→ Assignment
Because the pictures are not wanted, give back only the exact text of every entry below.

Stored items:

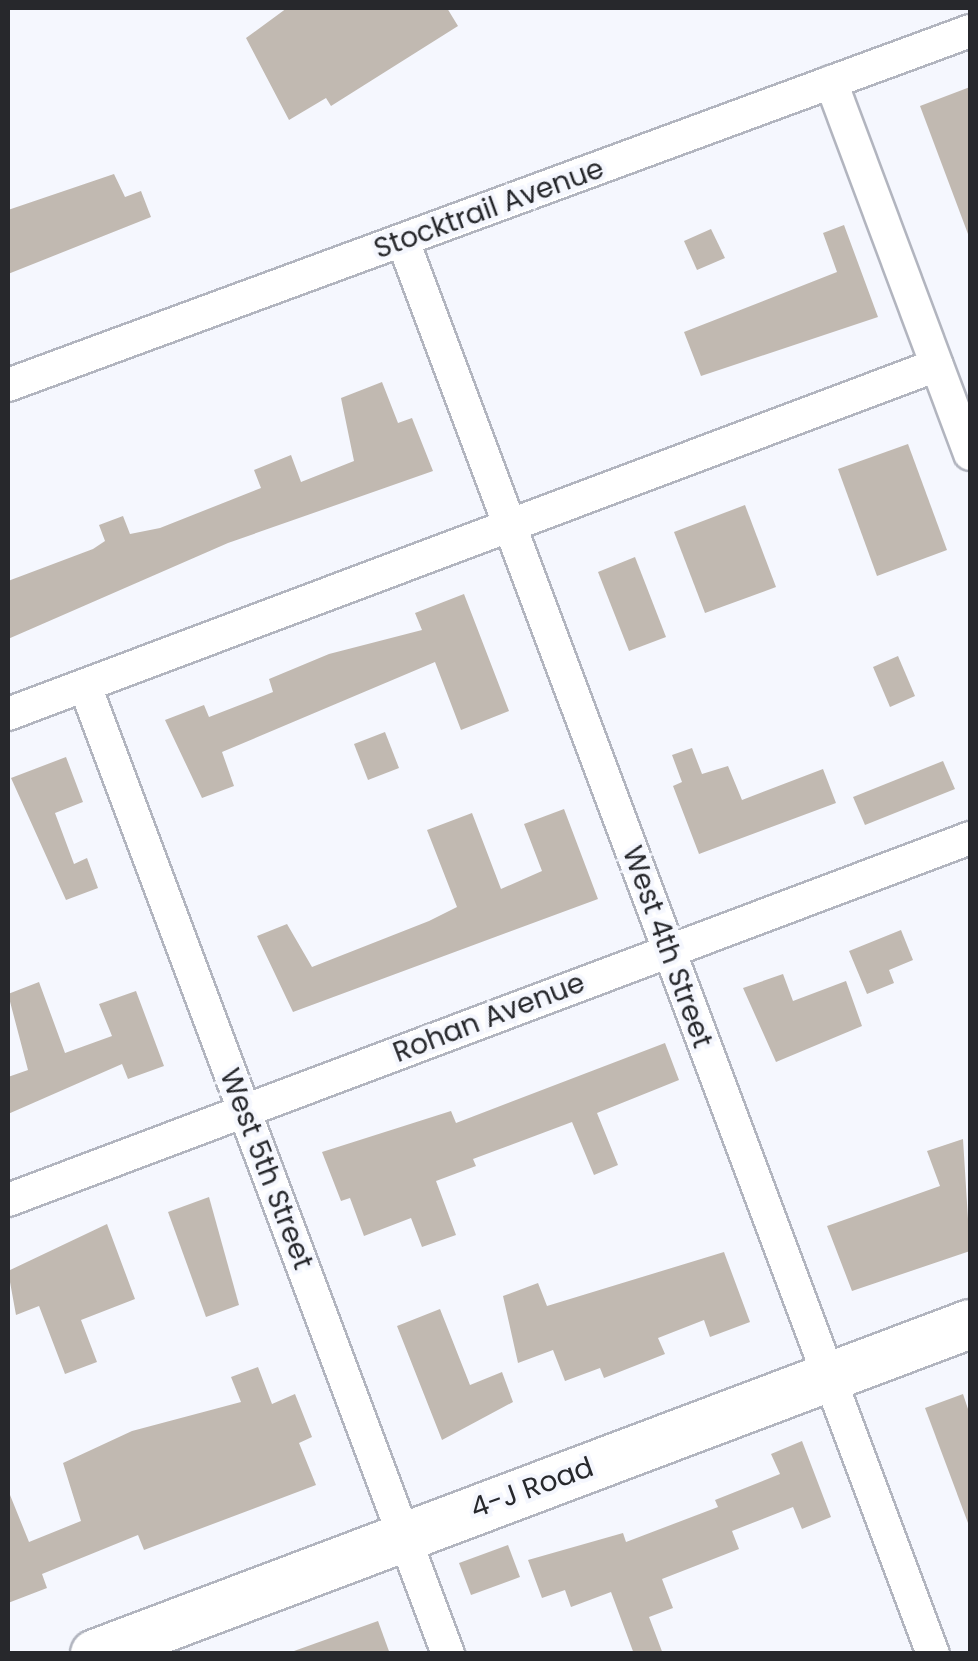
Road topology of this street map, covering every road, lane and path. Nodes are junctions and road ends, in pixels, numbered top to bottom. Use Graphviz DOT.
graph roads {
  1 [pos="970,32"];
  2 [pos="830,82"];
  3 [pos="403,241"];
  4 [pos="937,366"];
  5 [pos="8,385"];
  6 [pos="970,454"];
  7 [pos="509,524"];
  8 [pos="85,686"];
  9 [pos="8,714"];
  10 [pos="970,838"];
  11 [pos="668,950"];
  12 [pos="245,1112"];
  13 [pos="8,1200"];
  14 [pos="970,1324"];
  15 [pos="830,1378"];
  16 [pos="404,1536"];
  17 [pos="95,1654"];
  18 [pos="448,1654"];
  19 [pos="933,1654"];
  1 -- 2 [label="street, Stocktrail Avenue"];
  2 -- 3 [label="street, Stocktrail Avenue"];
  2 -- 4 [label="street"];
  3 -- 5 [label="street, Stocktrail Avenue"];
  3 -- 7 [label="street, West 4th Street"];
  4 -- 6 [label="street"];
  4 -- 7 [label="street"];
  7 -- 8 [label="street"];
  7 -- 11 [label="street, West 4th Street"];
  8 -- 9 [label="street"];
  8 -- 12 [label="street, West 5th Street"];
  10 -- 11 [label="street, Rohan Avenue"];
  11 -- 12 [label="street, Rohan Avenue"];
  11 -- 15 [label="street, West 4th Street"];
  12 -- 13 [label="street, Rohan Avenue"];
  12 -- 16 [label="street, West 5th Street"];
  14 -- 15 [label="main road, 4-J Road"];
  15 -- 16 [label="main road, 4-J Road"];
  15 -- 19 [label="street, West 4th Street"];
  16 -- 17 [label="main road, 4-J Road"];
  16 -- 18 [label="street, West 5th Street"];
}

→ Exercise answer
Road topology of this street map, covering every road, lane and path. Nodes are junctions and road ends, in pixels, numbered top to bottom. Use Graphviz DOT.
graph roads {
  1 [pos="970,32"];
  2 [pos="830,82"];
  3 [pos="403,241"];
  4 [pos="937,366"];
  5 [pos="8,385"];
  6 [pos="970,454"];
  7 [pos="509,524"];
  8 [pos="85,686"];
  9 [pos="8,714"];
  10 [pos="970,838"];
  11 [pos="668,950"];
  12 [pos="245,1112"];
  13 [pos="8,1200"];
  14 [pos="970,1324"];
  15 [pos="830,1378"];
  16 [pos="404,1536"];
  17 [pos="95,1654"];
  18 [pos="448,1654"];
  19 [pos="933,1654"];
  1 -- 2 [label="street, Stocktrail Avenue"];
  2 -- 3 [label="street, Stocktrail Avenue"];
  2 -- 4 [label="street"];
  3 -- 5 [label="street, Stocktrail Avenue"];
  3 -- 7 [label="street, West 4th Street"];
  4 -- 6 [label="street"];
  4 -- 7 [label="street"];
  7 -- 8 [label="street"];
  7 -- 11 [label="street, West 4th Street"];
  8 -- 9 [label="street"];
  8 -- 12 [label="street, West 5th Street"];
  10 -- 11 [label="street, Rohan Avenue"];
  11 -- 12 [label="street, Rohan Avenue"];
  11 -- 15 [label="street, West 4th Street"];
  12 -- 13 [label="street, Rohan Avenue"];
  12 -- 16 [label="street, West 5th Street"];
  14 -- 15 [label="main road, 4-J Road"];
  15 -- 16 [label="main road, 4-J Road"];
  15 -- 19 [label="street, West 4th Street"];
  16 -- 17 [label="main road, 4-J Road"];
  16 -- 18 [label="street, West 5th Street"];
}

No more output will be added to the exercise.